Aaron Spelling dealt exclusively with ABC during the 70's, and decided he needed a break from the cookie cutter police dramas he'd been cranking out. In 1979, he gave ABC another hit, this one borrowing from an older, forgotten series.
There are parallels between Hart To Hart and the radio-turned-TV series Mr. & Mrs. North. In each case, the title protagonists are husband & wife amateur sleuths, but that's where the similarity ends. Hart sprang initially from the pen of screenwriter-turned-novelist Sidney Sheldon (I Dream of Jeannie), but his initial pitch was for the couple to be a pair of spies. Spelling and business partner Leonard Goldberg bought the rights, and with help from writer-director Tom Mankiewicz, rebooted it into the series we know today.
Robert Wagner had been a year removed from Switch when he was cast as electronics magnate Jonathan Hart, a self-made millionaire. The story goes that Spelling had wanted Cary Grant, but Grant had long since retired, and there was the belief that Grant wouldn't have been believable as Hart.

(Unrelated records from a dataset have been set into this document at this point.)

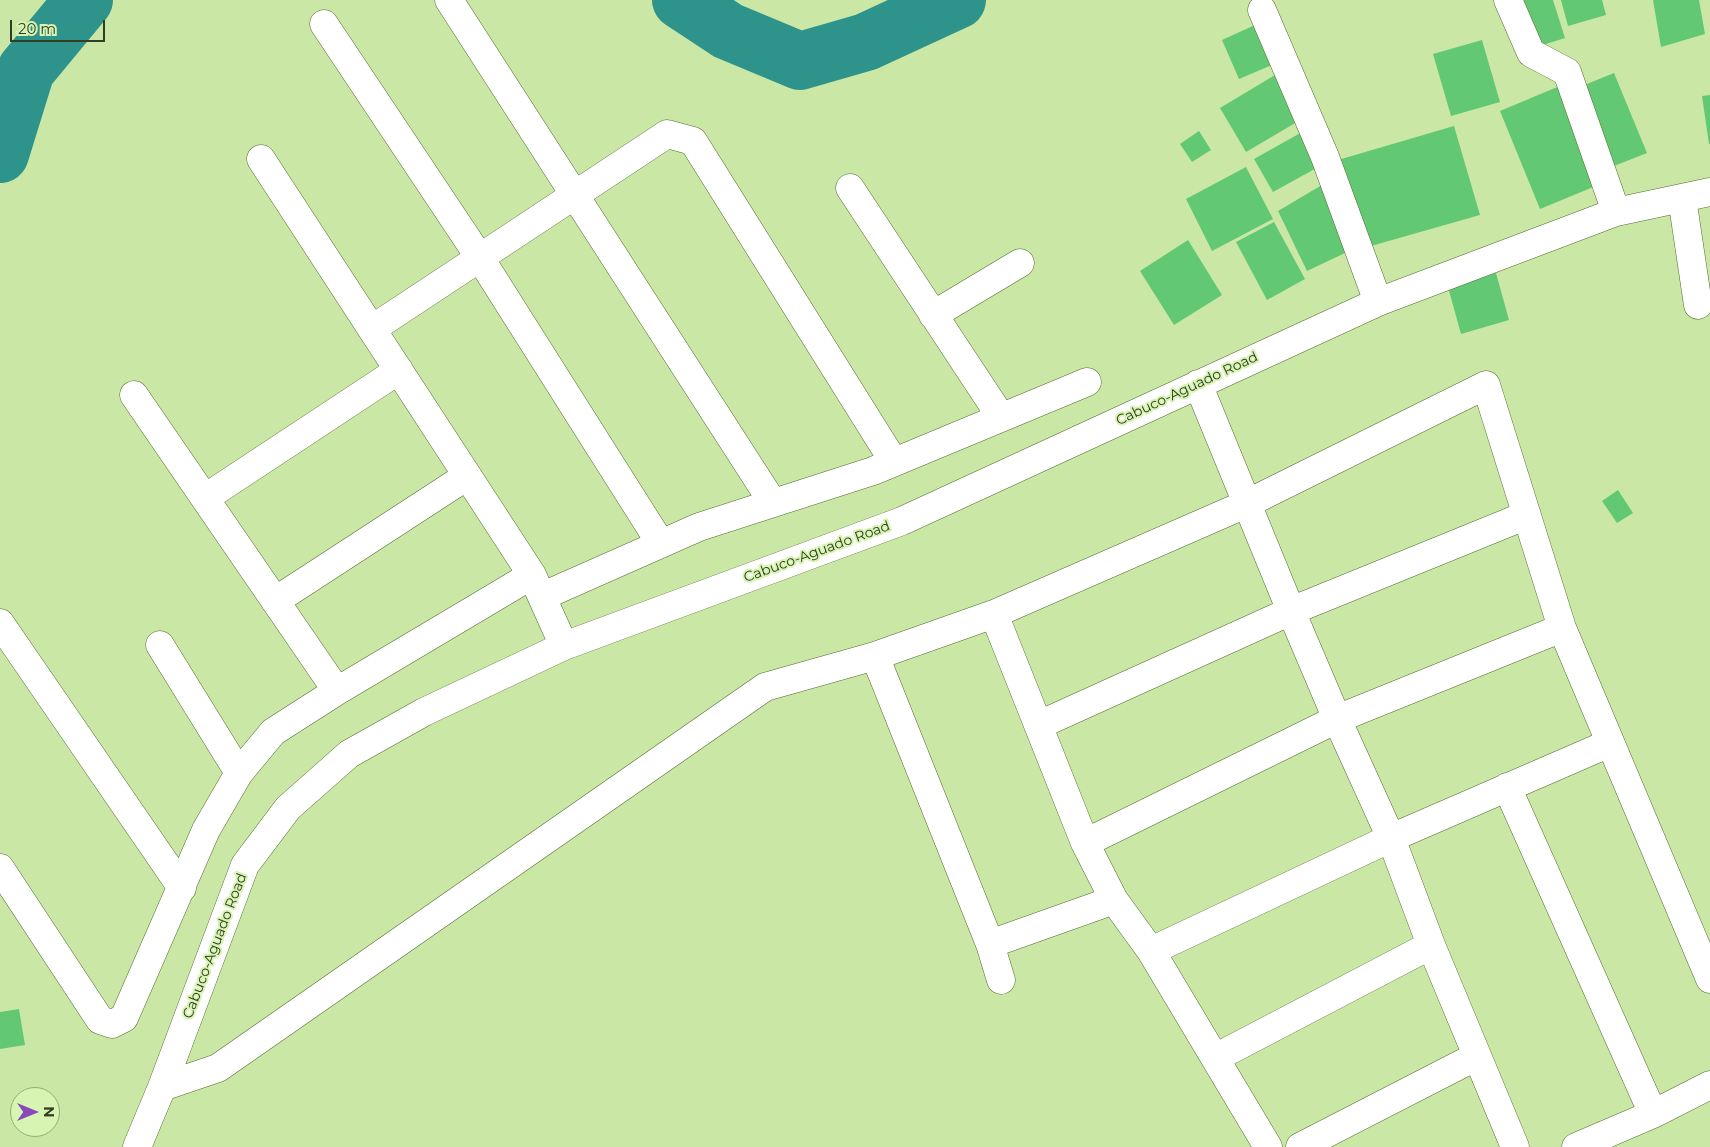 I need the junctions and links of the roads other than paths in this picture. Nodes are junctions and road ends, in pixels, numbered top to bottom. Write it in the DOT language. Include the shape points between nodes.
graph roads {
  1 [pos="449,0"];
  2 [pos="1508,0"];
  3 [pos="1262,10"];
  4 [pos="324,24"];
  5 [pos="262,159"];
  6 [pos="850,188"];
  7 [pos="1710,192"];
  8 [pos="575,195"];
  9 [pos="1682,198"];
  10 [pos="1616,212"];
  11 [pos="480,258"];
  12 [pos="1020,263"];
  13 [pos="1378,302"];
  14 [pos="1698,305"];
  15 [pos="933,314"];
  16 [pos="372,329"];
  17 [pos="399,370"];
  18 [pos="1087,382"];
  19 [pos="1198,384"];
  20 [pos="134,395"];
  21 [pos="1002,417"];
  22 [pos="894,462"];
  23 [pos="467,476"];
  24 [pos="204,498"];
  25 [pos="773,503"];
  26 [pos="1246,504"];
  27 [pos="1527,515"];
  28 [pos="661,544"];
  29 [pos="537,585"];
  30 [pos="275,600"];
  31 [pos="1291,611"];
  32 [pos="994,614"];
  33 [pos="0,623"];
  34 [pos="1562,628"];
  35 [pos="160,645"];
  36 [pos="564,646"];
  37 [pos="875,656"];
  38 [pos="337,691"];
  39 [pos="1337,719"];
  40 [pos="1039,726"];
  41 [pos="1610,744"];
  42 [pos="239,773"];
  43 [pos="1507,787"];
  44 [pos="1391,838"];
  45 [pos="1085,843"];
  46 [pos="0,868"];
  47 [pos="182,888"];
  48 [pos="1114,900"];
  49 [pos="990,944"];
  50 [pos="1431,945"];
  51 [pos="1151,951"];
  52 [pos="1710,979"];
  53 [pos="1001,980"];
  54 [pos="1477,1056"];
  55 [pos="1214,1058"];
  56 [pos="1710,1085"];
  57 [pos="162,1087"];
  58 [pos="1653,1114"];
  59 [pos="137,1147"];
  60 [pos="1268,1147"];
  61 [pos="1300,1147"];
  62 [pos="1515,1147"];
  63 [pos="1576,1147"];
  1 -- 8 [label="street"];
  2 -- 10 [label="street" via="1531,53 1567,72"];
  3 -- 13 [label="street" via="1325,157"];
  4 -- 11 [label="street"];
  5 -- 16 [label="street"];
  6 -- 15 [label="street"];
  7 -- 9 [label="street, Cabuco-Aguado Road"];
  8 -- 11 [label="street"];
  8 -- 22 [label="street" via="667,134 694,141"];
  8 -- 25 [label="street"];
  9 -- 10 [label="street, Cabuco-Aguado Road"];
  9 -- 14 [label="street"];
  10 -- 13 [label="street, Cabuco-Aguado Road"];
  11 -- 16 [label="street"];
  11 -- 28 [label="street"];
  12 -- 15 [label="street"];
  13 -- 19 [label="street, Cabuco-Aguado Road"];
  15 -- 21 [label="street"];
  16 -- 17 [label="street"];
  17 -- 23 [label="street"];
  17 -- 24 [label="street"];
  18 -- 21 [label="street"];
  19 -- 26 [label="street"];
  19 -- 36 [label="street, Cabuco-Aguado Road" via="902,521"];
  20 -- 24 [label="street"];
  21 -- 22 [label="street"];
  22 -- 25 [label="street"];
  23 -- 29 [label="street"];
  23 -- 30 [label="street"];
  24 -- 30 [label="street"];
  25 -- 28 [label="street" via="699,527"];
  26 -- 27 [label="street" via="1486,385"];
  26 -- 31 [label="street"];
  26 -- 32 [label="street"];
  27 -- 31 [label="street"];
  27 -- 34 [label="street"];
  28 -- 29 [label="street"];
  29 -- 36 [label="street"];
  29 -- 38 [label="street"];
  30 -- 38 [label="street"];
  31 -- 39 [label="street"];
  31 -- 40 [label="street"];
  32 -- 37 [label="street"];
  32 -- 40 [label="street"];
  33 -- 47 [label="street"];
  34 -- 39 [label="street"];
  34 -- 41 [label="street"];
  35 -- 42 [label="street"];
  36 -- 57 [label="street, Cabuco-Aguado Road" via="424,712 348,754 288,808 245,865"];
  37 -- 49 [label="street"];
  37 -- 57 [label="street" via="765,687 218,1068"];
  38 -- 42 [label="street" via="272,732"];
  39 -- 44 [label="street"];
  39 -- 45 [label="street"];
  40 -- 45 [label="street"];
  41 -- 43 [label="street"];
  41 -- 52 [label="street"];
  42 -- 47 [label="street" via="206,830"];
  43 -- 44 [label="street"];
  43 -- 58 [label="street"];
  44 -- 50 [label="street"];
  44 -- 51 [label="street"];
  45 -- 48 [label="street"];
  46 -- 47 [label="street" via="100,1020 112,1024 124,1018"];
  48 -- 49 [label="street"];
  48 -- 51 [label="street"];
  49 -- 53 [label="street"];
  50 -- 54 [label="street"];
  50 -- 55 [label="street"];
  51 -- 55 [label="street"];
  54 -- 61 [label="street"];
  54 -- 62 [label="street"];
  55 -- 60 [label="street"];
  56 -- 58 [label="street"];
  57 -- 59 [label="street, Cabuco-Aguado Road"];
  58 -- 63 [label="street"];
} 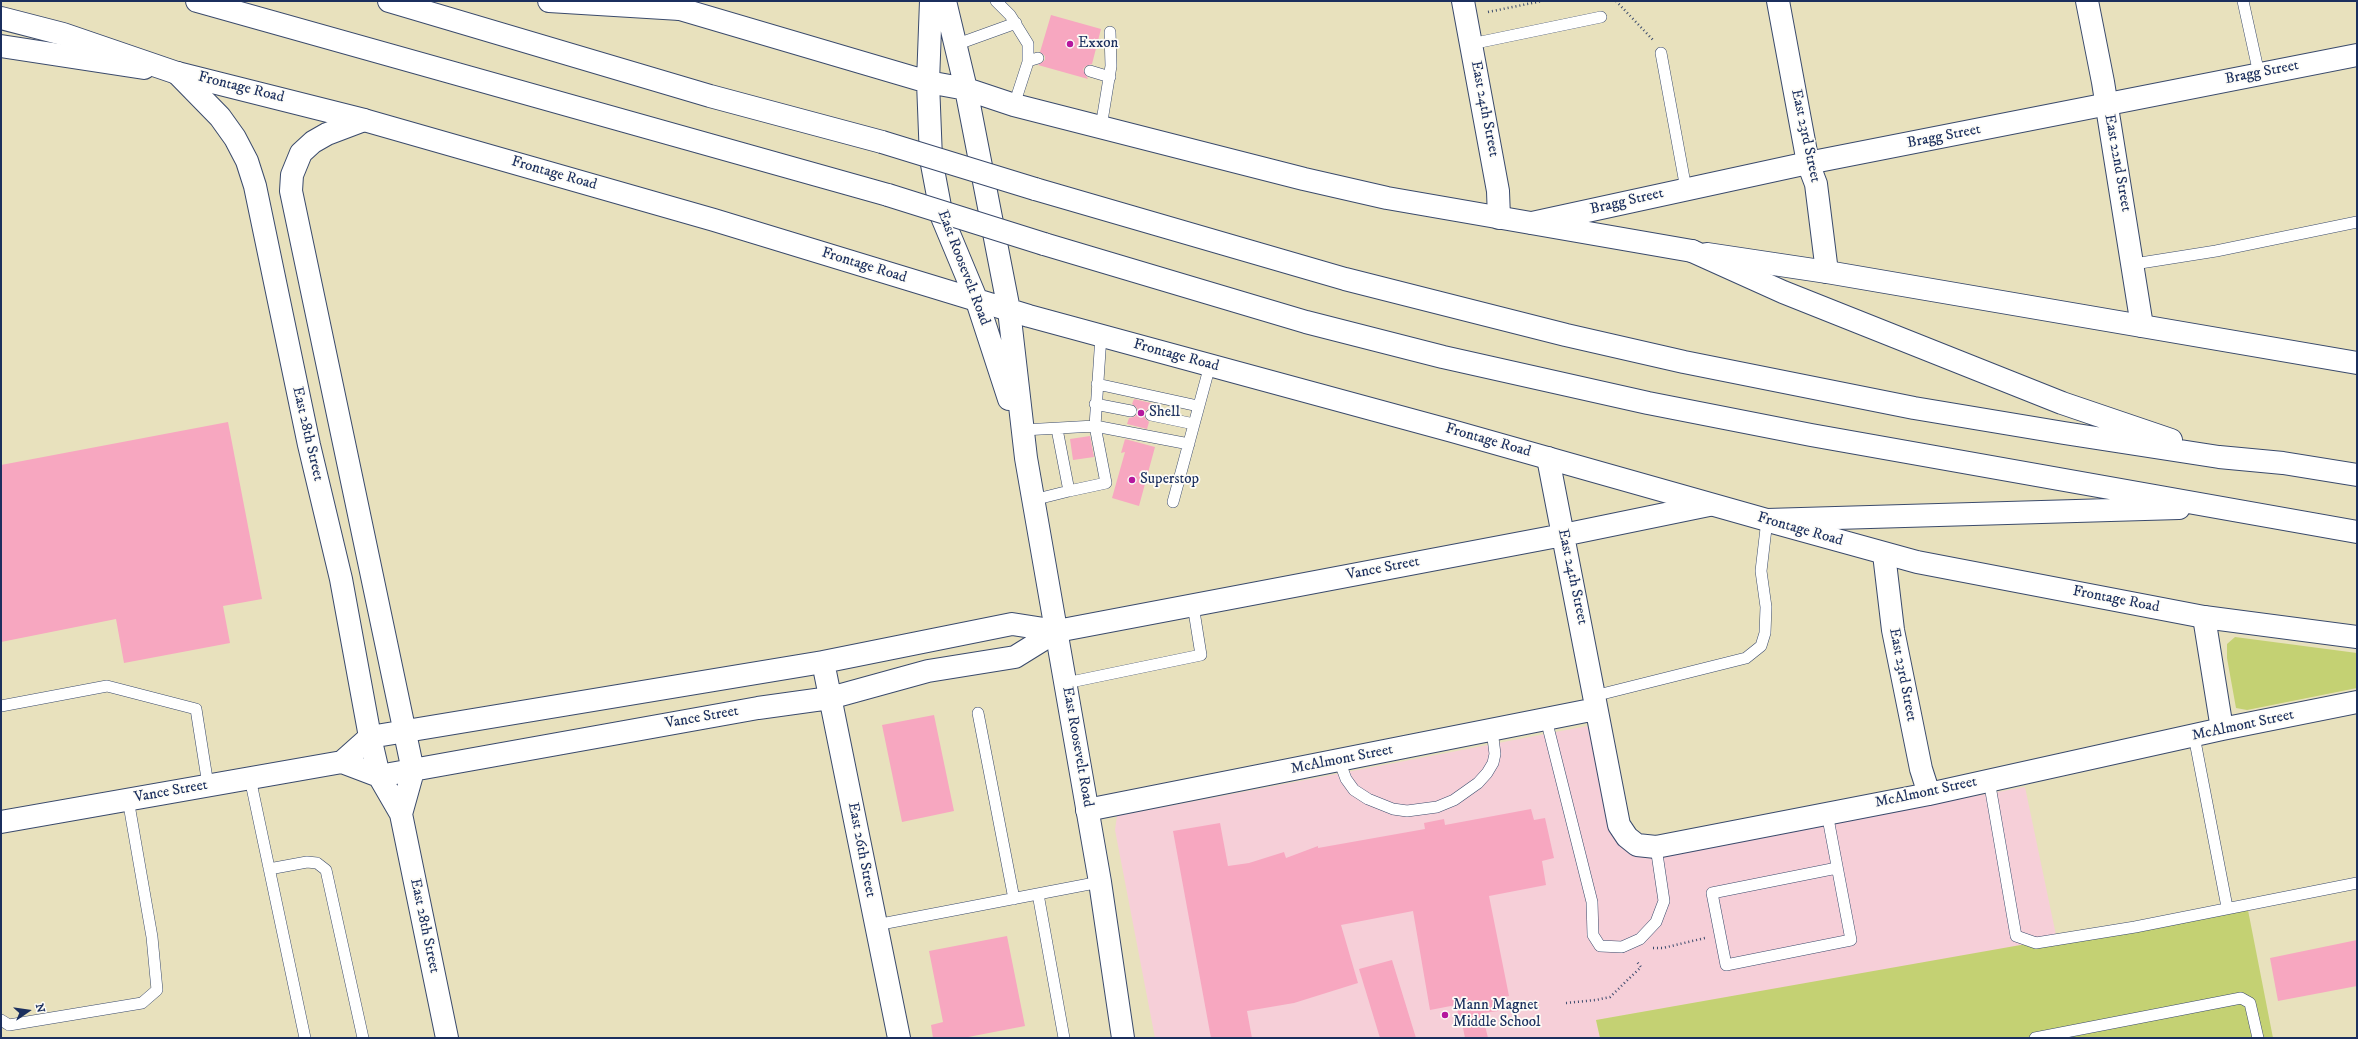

Spelling wanted Wagner's real-life wife, Natalie Wood, to play Jennifer, but Wagner was, according to accounts, "reluctant". Stefanie Powers, whose last two series, The Girl From U.N.C.L.E. & The Feather & Father Gang, each lasted a season, landed the part. Lionel Stander played Max, the chauffeur/bodyguard/cook, and also narrated the open.
Hart To Hart lasted five seasons, and fell into the predictable formula storytelling of other Spelling shows (i.e. Charlie's Angels). It took viewers a while to warm up to the show, which cracked the top 20 in its 2nd season. For Wagner, this was his first series to go beyond three seasons, as Switch & It Takes a Thief topped out at three each.
A Hart To Hart fan channel uploaded the 1st season open to YouTube. Bear in mind that the narrative changed beginning in season 2 to what most of us may be familiar with.
Spelling would go the millionaire-as-amateur-sleuth route again with Matt Houston during the 80's, and I think it was while Hart was still on the air.
Rating: B.
2 comments:
My sister loved the show, me I could take it or leave it.
The casting worked out well; Spelling was delusional if he though Carey Grant could do the part by then. Not just because of his retirement over a decade earlier, but just pulling off a 40 something guy would have been impossible even for the best makeup artist at the time.
Natalie Wood might have been a good Mrs. Hart, but then again, maybe she didn't want to work so closely with "RJ". Or maybe TV was beneath her by then?
I'm not sure Natalie ever did much TV to start with. The lure of working with her husband on what ultimately was a successful show wasn't strong enough, as it turned out.